- Opening Delimiter -

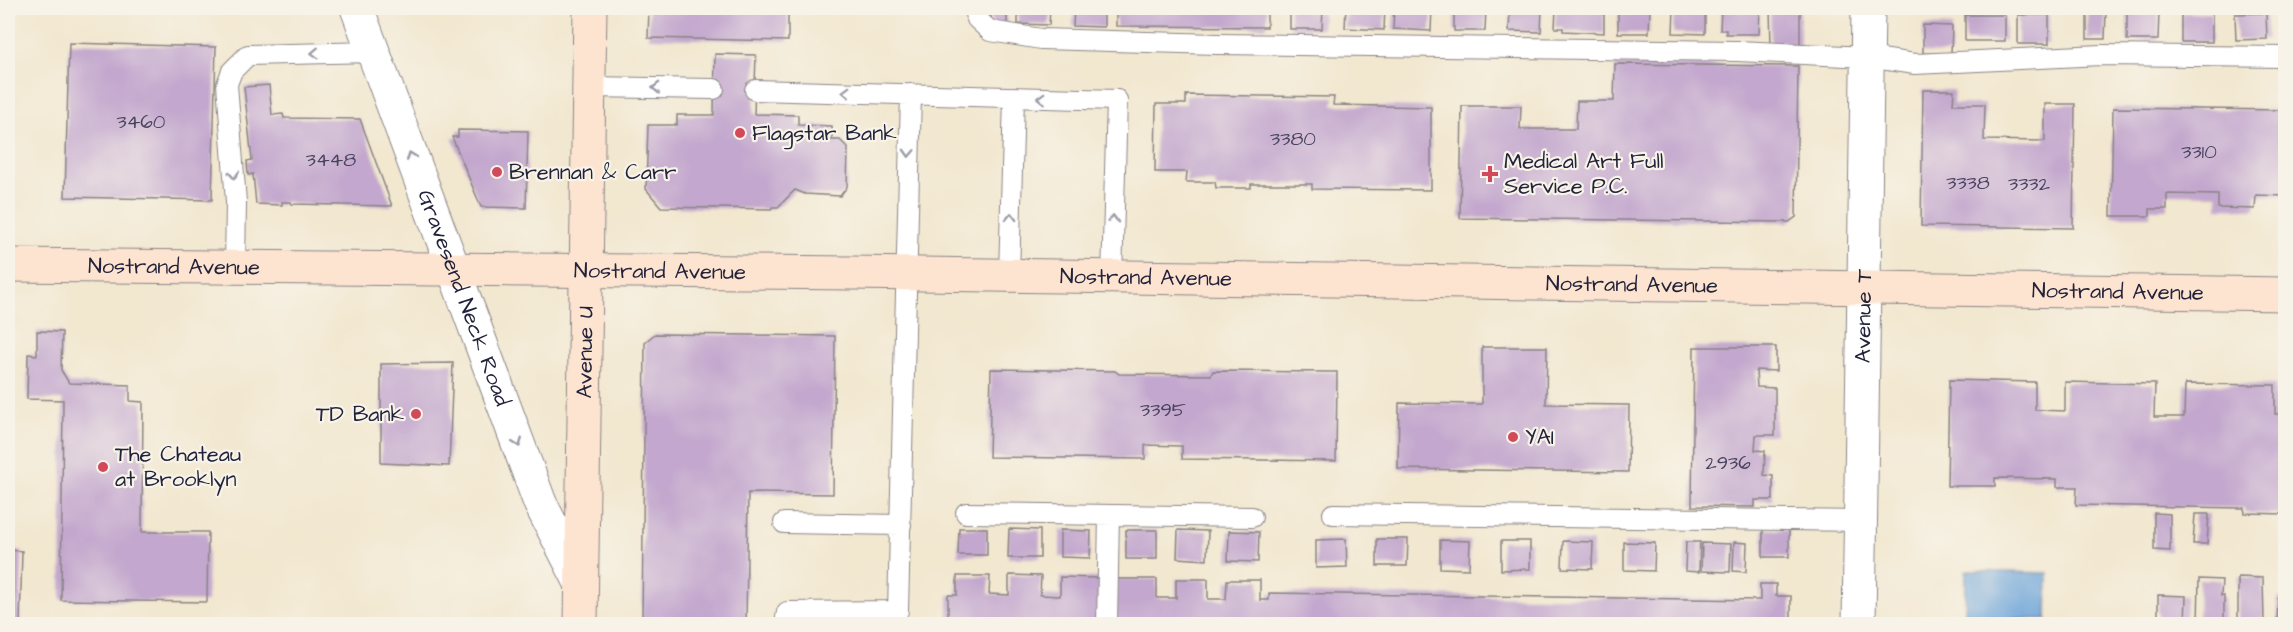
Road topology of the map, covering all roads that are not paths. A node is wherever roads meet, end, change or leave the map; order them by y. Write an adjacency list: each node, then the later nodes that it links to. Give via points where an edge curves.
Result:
1 (357, 8): 5 (street, Gravesend Neck Road)
2 (590, 8): 8 (main road, Avenue U)
3 (975, 8): 6 (lane, via 977,19 990,31 1041,39 1737,51)
4 (1868, 8): 6 (street, Avenue T)
5 (373, 52): 14 (lane, one-way to 14, via 248,55 232,71 227,84 236,202); 15 (street, Gravesend Neck Road, one-way to 5)
6 (1867, 57): 7 (lane, via 1915,64 2101,55); 20 (street, Avenue T)
7 (2286, 57)
8 (589, 87): 9 (lane, one-way to 8); 16 (main road, Avenue U)
9 (714, 89)
10 (755, 90): 11 (lane, one-way to 10)
11 (911, 94): 12 (lane); 17 (lane, one-way to 17)
12 (1014, 97): 18 (lane, one-way to 12); 19 (lane, one-way to 12, via 1117,100)
13 (8, 265): 14 (main road, Nostrand Avenue)
14 (235, 267): 15 (main road, Nostrand Avenue)
15 (454, 270): 16 (main road, Nostrand Avenue); 29 (street, Gravesend Neck Road, one-way to 29, via 540,503)
16 (586, 270): 17 (main road, Nostrand Avenue); 29 (main road, Avenue U)
17 (906, 273): 18 (main road, Nostrand Avenue); 28 (lane)
18 (1009, 276): 19 (main road, Nostrand Avenue)
19 (1112, 278): 20 (main road, Nostrand Avenue)
20 (1864, 288): 21 (main road, Nostrand Avenue); 26 (street, Avenue T)
21 (2286, 294)
22 (966, 513): 24 (lane)
23 (1333, 514): 26 (lane)
24 (1109, 515): 25 (lane); 32 (lane)
25 (1252, 517)
26 (1861, 521): 33 (street, Avenue T)
27 (784, 523): 28 (lane)
28 (901, 525): 31 (lane, via 898,611 787,612)
29 (581, 583): 30 (main road, Avenue U)
30 (581, 624)
31 (785, 624)
32 (1107, 624)
33 (1859, 624)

- Closing Delimiter -

→ PROBLEM REQUIREMENTS: What is needed is each line of the entries that contains the word "Nostrand".

→ EXERCISE SOLUTION:
13 (8, 265): 14 (main road, Nostrand Avenue)
14 (235, 267): 15 (main road, Nostrand Avenue)
15 (454, 270): 16 (main road, Nostrand Avenue); 29 (street, Gravesend Neck Road, one-way to 29, via 540,503)
16 (586, 270): 17 (main road, Nostrand Avenue); 29 (main road, Avenue U)
17 (906, 273): 18 (main road, Nostrand Avenue); 28 (lane)
18 (1009, 276): 19 (main road, Nostrand Avenue)
19 (1112, 278): 20 (main road, Nostrand Avenue)
20 (1864, 288): 21 (main road, Nostrand Avenue); 26 (street, Avenue T)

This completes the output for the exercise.